GIVEN DATA: Begin
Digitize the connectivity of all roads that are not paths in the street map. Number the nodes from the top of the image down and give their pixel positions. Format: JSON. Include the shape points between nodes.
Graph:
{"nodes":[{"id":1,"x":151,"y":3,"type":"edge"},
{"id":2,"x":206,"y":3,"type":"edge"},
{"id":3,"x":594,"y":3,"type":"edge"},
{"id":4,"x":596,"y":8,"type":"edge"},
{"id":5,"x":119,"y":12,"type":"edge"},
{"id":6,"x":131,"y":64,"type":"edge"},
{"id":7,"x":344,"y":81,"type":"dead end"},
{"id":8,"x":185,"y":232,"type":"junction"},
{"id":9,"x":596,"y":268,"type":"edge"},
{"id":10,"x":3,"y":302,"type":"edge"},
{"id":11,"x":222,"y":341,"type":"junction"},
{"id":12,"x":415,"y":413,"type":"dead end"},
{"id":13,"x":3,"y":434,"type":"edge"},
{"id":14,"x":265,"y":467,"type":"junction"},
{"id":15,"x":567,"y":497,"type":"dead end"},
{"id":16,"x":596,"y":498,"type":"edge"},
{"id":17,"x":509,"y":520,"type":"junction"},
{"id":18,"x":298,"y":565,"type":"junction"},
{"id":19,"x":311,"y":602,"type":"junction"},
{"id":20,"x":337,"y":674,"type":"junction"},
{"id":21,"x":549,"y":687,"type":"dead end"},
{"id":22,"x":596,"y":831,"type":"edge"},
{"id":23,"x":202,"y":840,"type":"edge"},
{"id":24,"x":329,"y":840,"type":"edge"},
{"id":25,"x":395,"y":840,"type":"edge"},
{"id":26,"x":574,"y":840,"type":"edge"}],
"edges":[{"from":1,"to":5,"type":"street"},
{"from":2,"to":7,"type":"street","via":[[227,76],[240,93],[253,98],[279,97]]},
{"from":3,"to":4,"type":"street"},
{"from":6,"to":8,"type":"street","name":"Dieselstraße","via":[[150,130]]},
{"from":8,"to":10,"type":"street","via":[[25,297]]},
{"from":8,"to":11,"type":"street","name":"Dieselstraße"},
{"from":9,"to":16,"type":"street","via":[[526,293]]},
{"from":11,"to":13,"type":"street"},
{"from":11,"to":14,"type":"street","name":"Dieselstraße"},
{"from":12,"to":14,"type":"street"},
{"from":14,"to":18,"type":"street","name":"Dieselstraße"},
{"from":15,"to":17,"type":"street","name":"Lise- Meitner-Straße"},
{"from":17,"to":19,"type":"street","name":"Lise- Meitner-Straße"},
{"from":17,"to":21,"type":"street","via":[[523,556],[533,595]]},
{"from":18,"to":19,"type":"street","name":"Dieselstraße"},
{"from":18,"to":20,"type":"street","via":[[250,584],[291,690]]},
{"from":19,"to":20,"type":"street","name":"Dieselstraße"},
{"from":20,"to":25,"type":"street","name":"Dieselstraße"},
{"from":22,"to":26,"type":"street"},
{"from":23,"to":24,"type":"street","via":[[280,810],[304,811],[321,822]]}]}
GIVEN DATA: End
• [WORK TO BE COMPLETED]: Recreate the listing word for word, omitting nothing.

• [OUTPUT OF THE TASK]:
Digitize the connectivity of all roads that are not paths in the street map. Number the nodes from the top of the image down and give their pixel positions. Format: JSON. Include the shape points between nodes.
Graph:
{"nodes":[{"id":1,"x":151,"y":3,"type":"edge"},
{"id":2,"x":206,"y":3,"type":"edge"},
{"id":3,"x":594,"y":3,"type":"edge"},
{"id":4,"x":596,"y":8,"type":"edge"},
{"id":5,"x":119,"y":12,"type":"edge"},
{"id":6,"x":131,"y":64,"type":"edge"},
{"id":7,"x":344,"y":81,"type":"dead end"},
{"id":8,"x":185,"y":232,"type":"junction"},
{"id":9,"x":596,"y":268,"type":"edge"},
{"id":10,"x":3,"y":302,"type":"edge"},
{"id":11,"x":222,"y":341,"type":"junction"},
{"id":12,"x":415,"y":413,"type":"dead end"},
{"id":13,"x":3,"y":434,"type":"edge"},
{"id":14,"x":265,"y":467,"type":"junction"},
{"id":15,"x":567,"y":497,"type":"dead end"},
{"id":16,"x":596,"y":498,"type":"edge"},
{"id":17,"x":509,"y":520,"type":"junction"},
{"id":18,"x":298,"y":565,"type":"junction"},
{"id":19,"x":311,"y":602,"type":"junction"},
{"id":20,"x":337,"y":674,"type":"junction"},
{"id":21,"x":549,"y":687,"type":"dead end"},
{"id":22,"x":596,"y":831,"type":"edge"},
{"id":23,"x":202,"y":840,"type":"edge"},
{"id":24,"x":329,"y":840,"type":"edge"},
{"id":25,"x":395,"y":840,"type":"edge"},
{"id":26,"x":574,"y":840,"type":"edge"}],
"edges":[{"from":1,"to":5,"type":"street"},
{"from":2,"to":7,"type":"street","via":[[227,76],[240,93],[253,98],[279,97]]},
{"from":3,"to":4,"type":"street"},
{"from":6,"to":8,"type":"street","name":"Dieselstraße","via":[[150,130]]},
{"from":8,"to":10,"type":"street","via":[[25,297]]},
{"from":8,"to":11,"type":"street","name":"Dieselstraße"},
{"from":9,"to":16,"type":"street","via":[[526,293]]},
{"from":11,"to":13,"type":"street"},
{"from":11,"to":14,"type":"street","name":"Dieselstraße"},
{"from":12,"to":14,"type":"street"},
{"from":14,"to":18,"type":"street","name":"Dieselstraße"},
{"from":15,"to":17,"type":"street","name":"Lise- Meitner-Straße"},
{"from":17,"to":19,"type":"street","name":"Lise- Meitner-Straße"},
{"from":17,"to":21,"type":"street","via":[[523,556],[533,595]]},
{"from":18,"to":19,"type":"street","name":"Dieselstraße"},
{"from":18,"to":20,"type":"street","via":[[250,584],[291,690]]},
{"from":19,"to":20,"type":"street","name":"Dieselstraße"},
{"from":20,"to":25,"type":"street","name":"Dieselstraße"},
{"from":22,"to":26,"type":"street"},
{"from":23,"to":24,"type":"street","via":[[280,810],[304,811],[321,822]]}]}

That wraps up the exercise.